Avestine nodded with a full mouth as she sat eating at her table. “I think we should woo him.”
“Is there anything that would make a man leave his tribe, his family, to serve a stranger? Your family left the Tribes for Avjakar. Why?”
Gerard stroked his wispy black beard. “Men of the Waste are ambitious, as you well know. Severesh promised my father land. You promised me power. I didn’t have a family, so that never mattered. It might matter to Hamran. He’s also a chieftain, and accustomed to giving orders, so he may not be one who can bend his back.”
“But if there is anyone who can teach him, it’s you.” She sensed him prickle.
“I would be glad to show him what he would be missing.” He rose to leave.
She stopped him. “I have another matter. A question. What can you tell me about opium?”
Gerard’s eyes sparkled, an expression she had never seen on the somber man. He sat back down.
“I’d heard a rumor some had been brought to Ureth Mourning,” he said. “I didn’t realize it was you.”
“You have spies?”
“Just helpful eyes. There’s a certain room in the lower chambers where a pot remains smoldering much of the time.”
She nodded approvingly. “Helpful eyes are…helpful. But I didn’t bring nearly so much as to keep a pot smoldering. I suggest we have an enterprising man somewhere that we should find. You’ll see to it?”
“I understand your people use opium as a second currency. Tell me more about it.”
“Have you tried it?”
She shook her head. “I’ve heard you mix it with tobacco and it softens the nerves. I thought I’d let my servant try it, a girl too nervous to be of much use to me.”
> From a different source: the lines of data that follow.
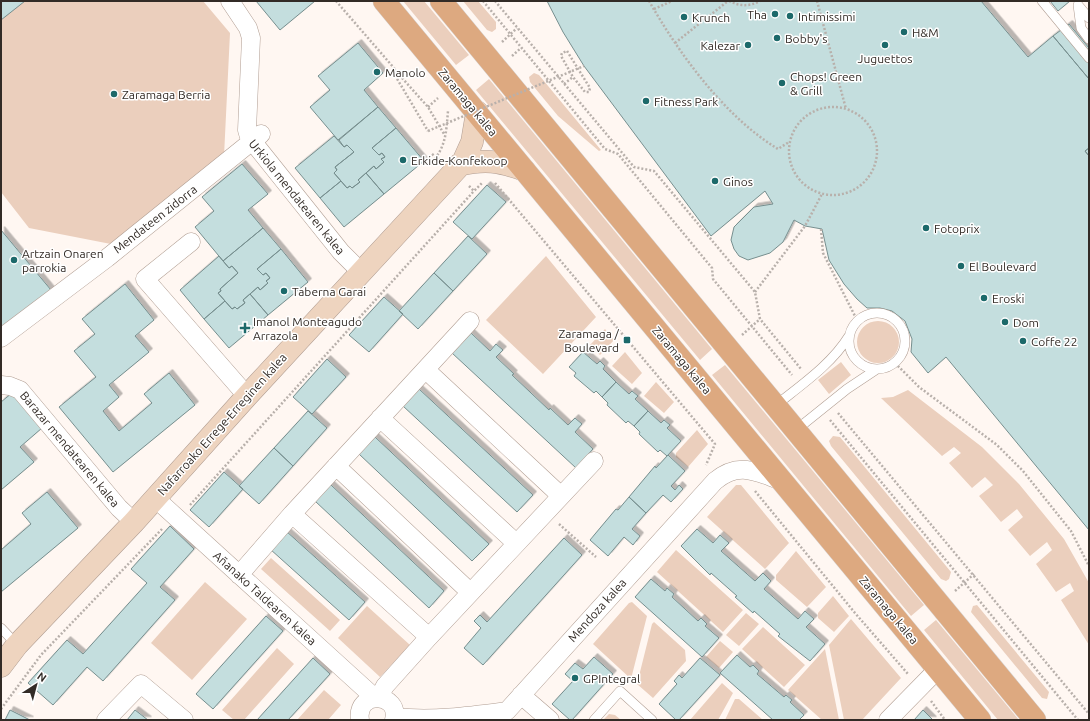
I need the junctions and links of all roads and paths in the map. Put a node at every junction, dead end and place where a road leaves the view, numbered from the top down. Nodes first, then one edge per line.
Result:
1 (230, 1) edge
2 (336, 1) edge
3 (384, 1) edge
4 (441, 1) edge
5 (483, 1) edge
6 (495, 1) edge
7 (649, 1) edge
8 (672, 1) edge
9 (728, 1) edge
10 (760, 1) edge
11 (817, 1) edge
12 (1042, 1) edge
13 (1076, 3) edge
14 (654, 9) junction
15 (1089, 18) edge
16 (1089, 39) edge
17 (675, 43) junction
18 (1089, 58) edge
19 (584, 66) dead end
20 (579, 67) junction
21 (394, 68) junction
22 (573, 77) junction
23 (564, 84) junction
24 (846, 109) junction
25 (477, 112) junction
26 (444, 134) dead end
27 (257, 139) junction
28 (790, 142) junction
29 (432, 154) dead end
30 (456, 168) junction
31 (524, 170) junction
32 (484, 181) dead end
33 (494, 181) dead end
34 (474, 191) junction
35 (822, 194) junction
36 (821, 229) dead end
37 (191, 242) dead end
38 (362, 273) junction
39 (755, 292) junction
40 (857, 320) junction
41 (470, 321) dead end
42 (910, 329) dead end
43 (849, 336) junction
44 (1, 338) edge
45 (905, 339) junction
46 (895, 363) junction
47 (877, 369) junction
48 (426, 370) junction
49 (809, 379) junction
50 (1, 385) edge
51 (801, 385) junction
52 (247, 396) junction
53 (830, 403) junction
54 (775, 406) junction
55 (822, 410) junction
56 (380, 418) junction
57 (795, 431) junction
58 (594, 461) dead end
59 (336, 466) junction
60 (715, 481) junction
61 (782, 481) junction
62 (753, 488) dead end
63 (560, 495) junction
64 (155, 498) junction
65 (546, 512) junction
66 (292, 514) junction
67 (178, 518) junction
68 (134, 522) junction
69 (516, 543) junction
70 (596, 557) dead end
71 (1089, 566) edge
72 (239, 575) junction
73 (470, 592) junction
74 (1, 628) edge
75 (429, 637) junction
76 (17, 645) junction
77 (1, 666) edge
78 (938, 669) junction
79 (920, 688) junction
80 (521, 695) junction
81 (377, 698) junction
82 (1, 709) edge
83 (1089, 714) edge
84 (395, 718) edge
85 (106, 720) edge
86 (184, 720) edge
87 (360, 720) edge
88 (550, 720) edge
89 (594, 720) edge
90 (652, 720) edge
91 (888, 720) edge
92 (945, 720) edge
93 (980, 720) edge
94 (1035, 720) edge
95 (1078, 720) edge

1 - 27 street, Urkiola mendatearen kalea
2 - 21 path
3 - 25 main road, Zaramaga kalea
4 - 54 main road
5 - 51 path
6 - 23 path
7 - 14 path
8 - 14 path
9 - 10 path
9 - 17 path
11 - 24 path
12 - 18 lane
13 - 15 lane
13 - 16 lane
14 - 17 path
17 - 28 path
19 - 20 path, bridge
20 - 21 path, bridge
20 - 22 path
20 - 22 path
21 - 26 path
22 - 23 path
23 - 39 path
24 - 28 path
24 - 35 path
25 - 30 street, Nafarroako Errege-Erreginen kalea
25 - 31 main road, Zaramaga kalea
27 - 38 street, Urkiola mendatearen kalea
27 - 44 street, Mendateen zidorra
28 - 35 path
29 - 30 path
30 - 31 street
30 - 34 path
30 - 38 street, Nafarroako Errege-Erreginen kalea
31 - 61 main road, Zaramaga kalea
32 - 34 path
33 - 60 path
34 - 67 path
35 - 39 path
36 - 40 path
37 - 52 street
38 - 52 street, Nafarroako Errege-Erreginen kalea
39 - 49 path
40 - 43 lane
40 - 45 lane
41 - 48 street
42 - 45 lane
43 - 47 lane
43 - 49 lane
45 - 46 lane
46 - 47 lane
46 - 71 path
47 - 53 lane
48 - 56 street
48 - 63 street
49 - 51 lane
50 - 68 street, Barazar mendatearen kalea
51 - 54 lane
52 - 64 street, Nafarroako Errege-Erreginen kalea
53 - 55 lane
53 - 83 path
54 - 57 main road
55 - 57 lane
55 - 95 path
56 - 59 street
56 - 69 street
57 - 94 main road
58 - 63 street
59 - 66 street
59 - 73 street
60 - 61 street, Mendoza kalea
60 - 80 street, Mendoza kalea
61 - 78 main road, Zaramaga kalea
62 - 79 path
63 - 65 street
64 - 67 street, Añanako Taldearen kalea
64 - 68 street, Nafarroako Errege-Erreginen kalea
65 - 69 street
65 - 70 path
66 - 72 street
66 - 75 street
67 - 72 street, Añanako Taldearen kalea
67 - 82 path
68 - 76 street, Nafarroako Errege-Erreginen kalea
69 - 73 street
72 - 81 street, Añanako Taldearen kalea
73 - 75 street
74 - 76 lane
75 - 81 street
76 - 77 street, Nafarroako Errege-Erreginen kalea
78 - 79 street
78 - 93 main road, Zaramaga kalea
79 - 91 street
79 - 92 path
80 - 84 street, Mendoza kalea
80 - 88 street
81 - 84 street, Añanako Taldearen kalea
81 - 87 street
85 - 86 street
89 - 90 lane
“The Wasteland has poor soil, but everywhere there grows a particular flower, that once cut, produces a sap. The sap hardens into crystals that a man can heat into powder or eat. It’s a medicine for many things—fevers and possession and pain. It’s said a man can have a foot amputated and not feel it if he’s smoked a pipe. Our shamans use it because it allows them to speak with the gods.”
“Have you tried it?”
“When I was a young man, we used it in ceremonies. Now it’s more of a commodity. As you say: a currency.” He sighed wistfully. “A pleasure, I assure you. Do you have it here in this room?”
“I’ll have it brought, and you can show me how it’s used.” She noted his excitement. “In a few days.”
After he had gone, a messenger arrived with news from another scout. They had found a man’s body.
Her personal guard escorted her to the stables. The scout explained the body was found in a ravine, little left but bones and ragged clothing. Servants removed the tarp, releasing the mangled body, though the smell had been wafting free for some time.
With a hand over her nose, Avestine bent near, studying the eroded face. She tried to see Rook as she remembered him—strong and vital, but she couldn’t see such things in this body. She didn’t need to check for hands.
“Not him.” She drew the tarp back over the face.